Sink or elevator?

New evidence shows some plantations could actually increase global warming

 
Published: Saturday 04 July 2015

Forests may not always act as< while huge concessions have been given to the umbrella group countries under the Kyoto protocol for using forests as carbon sinks to meet their targets, latest research shows that planting forests to curb global warming could backfire. Planting trees across the snow-covered swathes of Siberia and North America will heat the planet rather than cool it, shows recent research conducted by the uk meteorological department. Richard Betts of uk ' s meteorological office says that the theory of forest acting as sinks does not take into account other ways by which new forests can affect climate. "Carbon accounting alone will overestimate the contribution of afforestation towards reducing climate warming," he says.
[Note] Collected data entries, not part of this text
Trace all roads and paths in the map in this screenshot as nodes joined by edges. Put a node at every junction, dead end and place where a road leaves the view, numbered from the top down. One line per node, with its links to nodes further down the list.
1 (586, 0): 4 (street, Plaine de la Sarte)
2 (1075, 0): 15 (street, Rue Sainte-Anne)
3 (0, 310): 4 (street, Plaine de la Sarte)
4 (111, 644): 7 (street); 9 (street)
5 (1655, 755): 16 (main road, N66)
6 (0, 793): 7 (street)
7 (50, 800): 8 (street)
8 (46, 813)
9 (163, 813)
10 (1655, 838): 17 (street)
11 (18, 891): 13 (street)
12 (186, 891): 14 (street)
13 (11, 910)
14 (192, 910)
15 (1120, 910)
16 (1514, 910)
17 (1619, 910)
Betts presented the first detailed calculations showing that planting trees across Siberia and North America will heat the planet rather than cool it.And even away from the tundra, the cooling potential of forests is much less than previously believed, he told a climate conference in Amsterdam.
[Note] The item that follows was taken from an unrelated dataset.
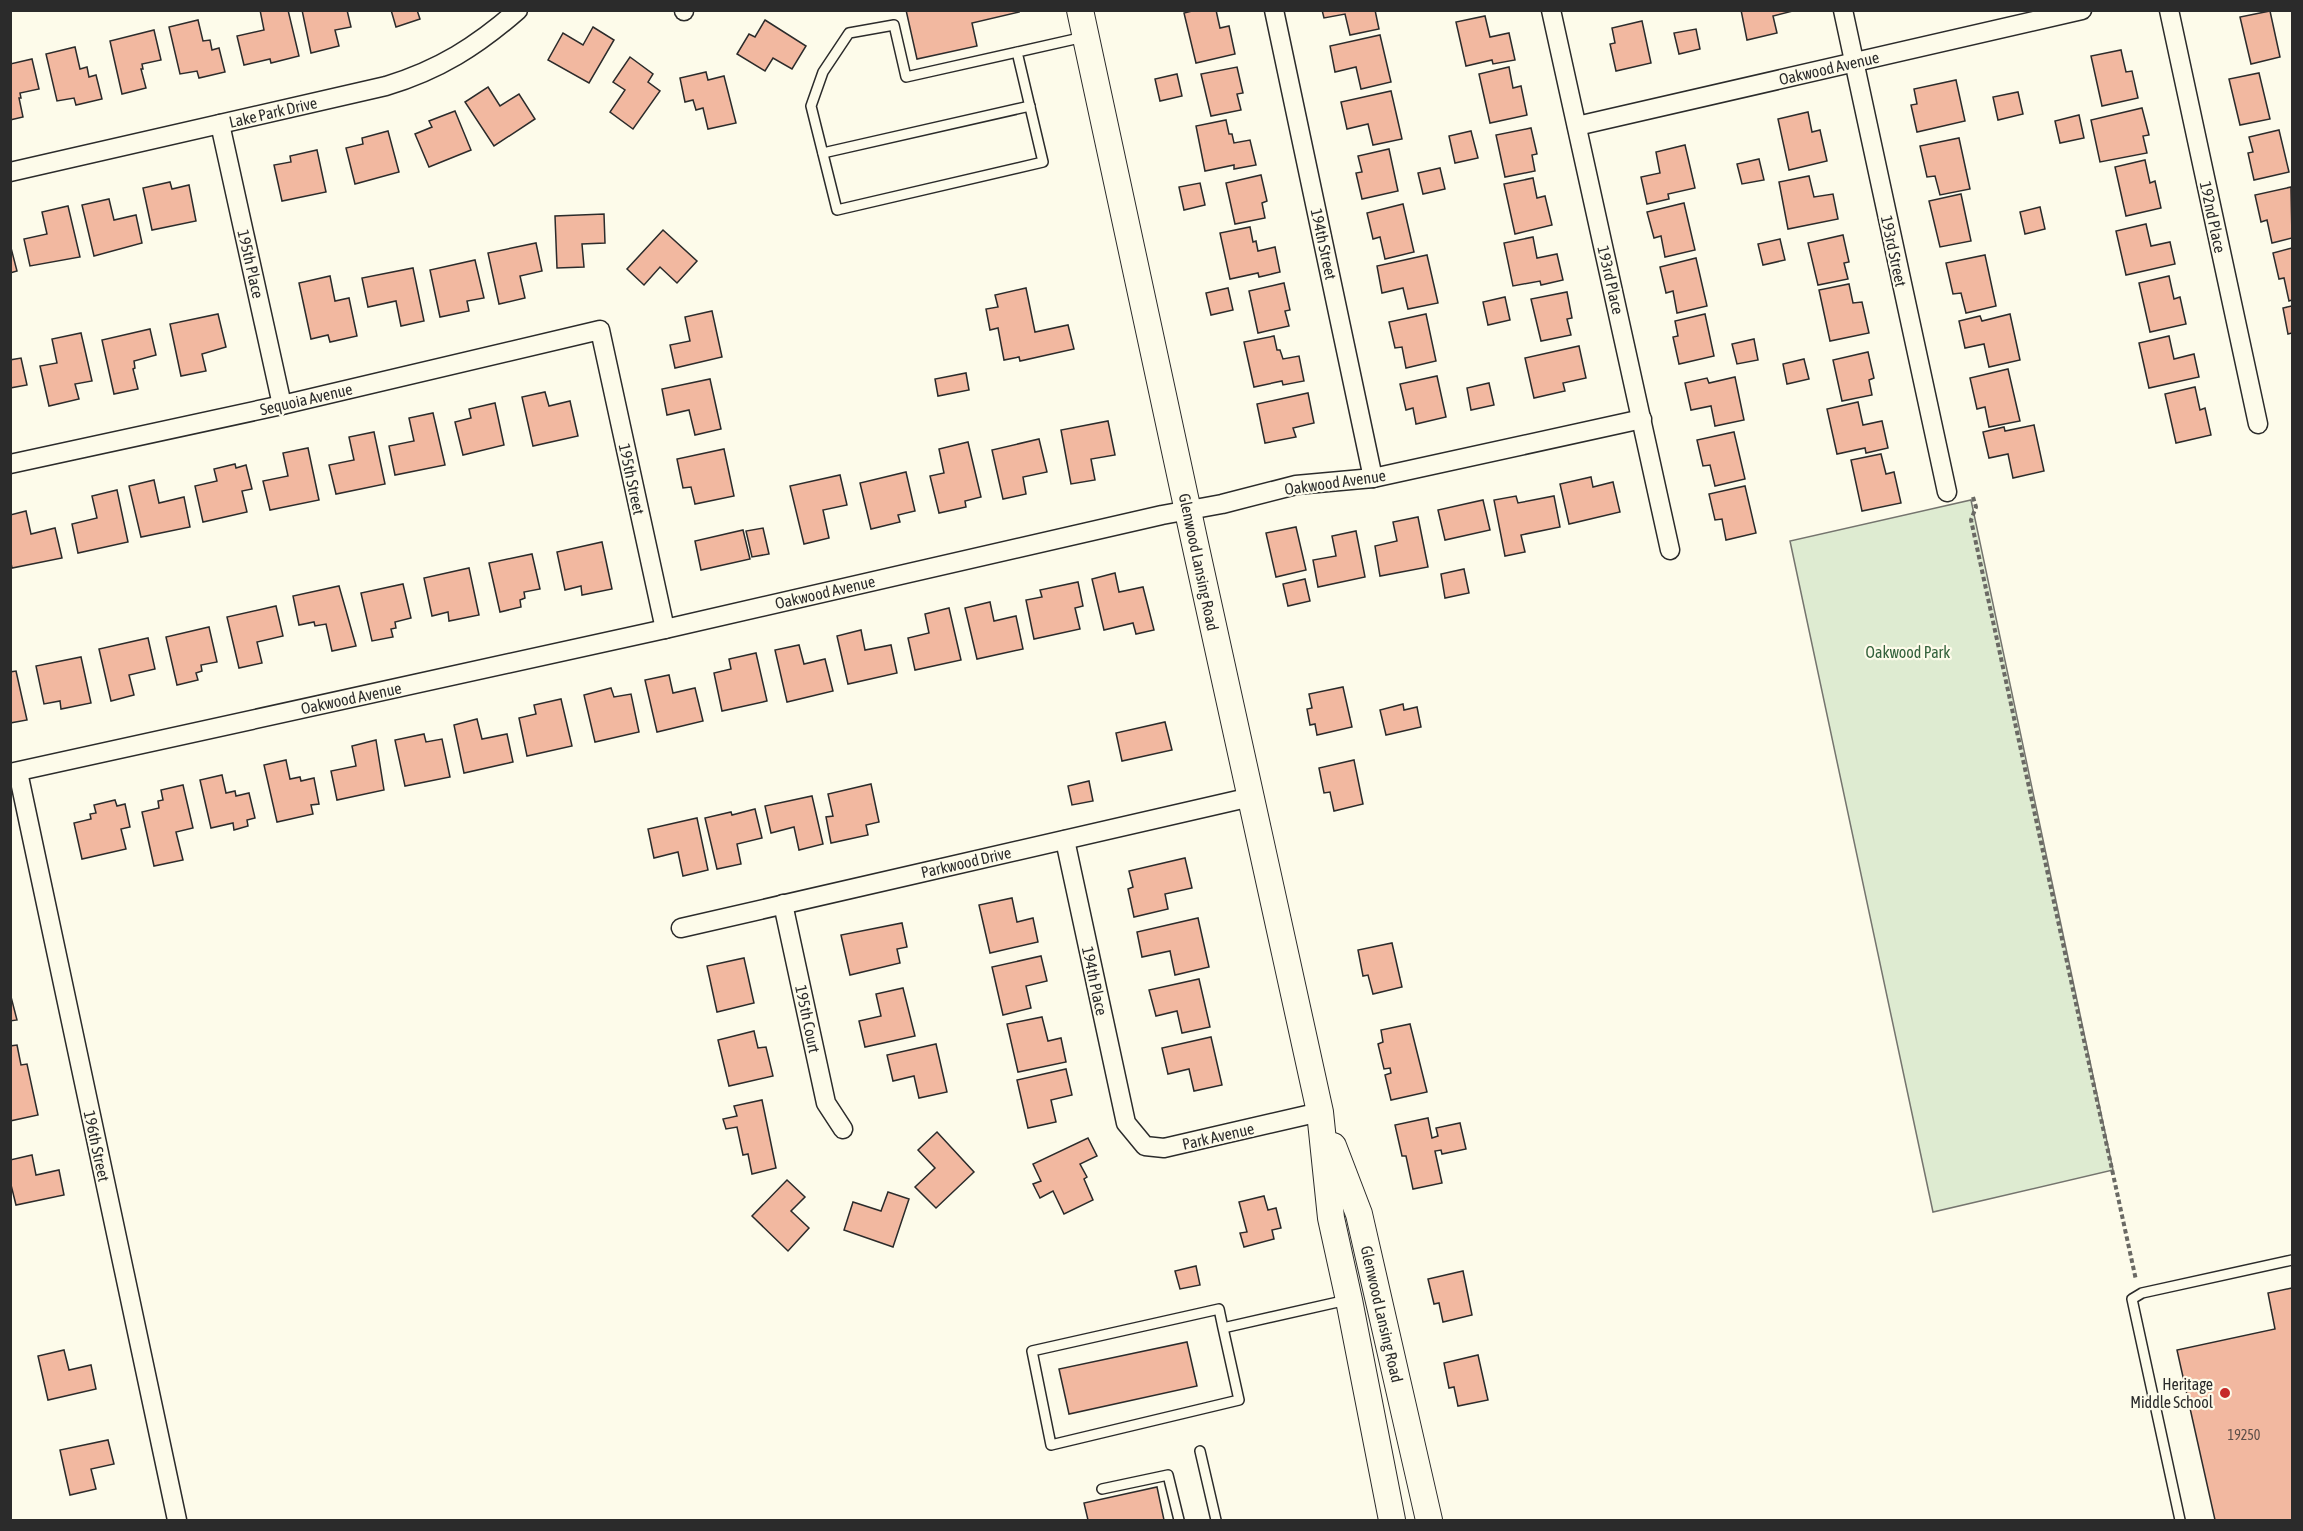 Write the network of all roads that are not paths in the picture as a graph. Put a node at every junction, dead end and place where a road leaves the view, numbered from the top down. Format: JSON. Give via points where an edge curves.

Green forest canopies reflect much less solar radiation than most other land surfaces. They also absorb more, heating the Earth's surface. This effect is greatest where forests replace snowy tundra, which normally reflects large amounts of solar radiation. According to Betts calculations, at northern latitudes warming as a result of planting forests will overwhelm any cooling effect due to the trees soaking up carbon dioxide. Both Canada and Russia want to plant forests in their empty tundras to help meet their Kyoto commitments, because a hectare of immature forest can absorb more than 100 tonnes of carbon each year, despite growing slowly. But Betts calculates that the net warming effect of heat-absorbent forests in both regions is equivalent to an annual emission of 75 tonnes of carbon per hectare. His new calculations also halves estimates for the carbon sink potential of western European forests. "Even in places where the cooling effect is still dominant, the influence is generally much smaller than expected when considering carbon sequestration alone," says Betts.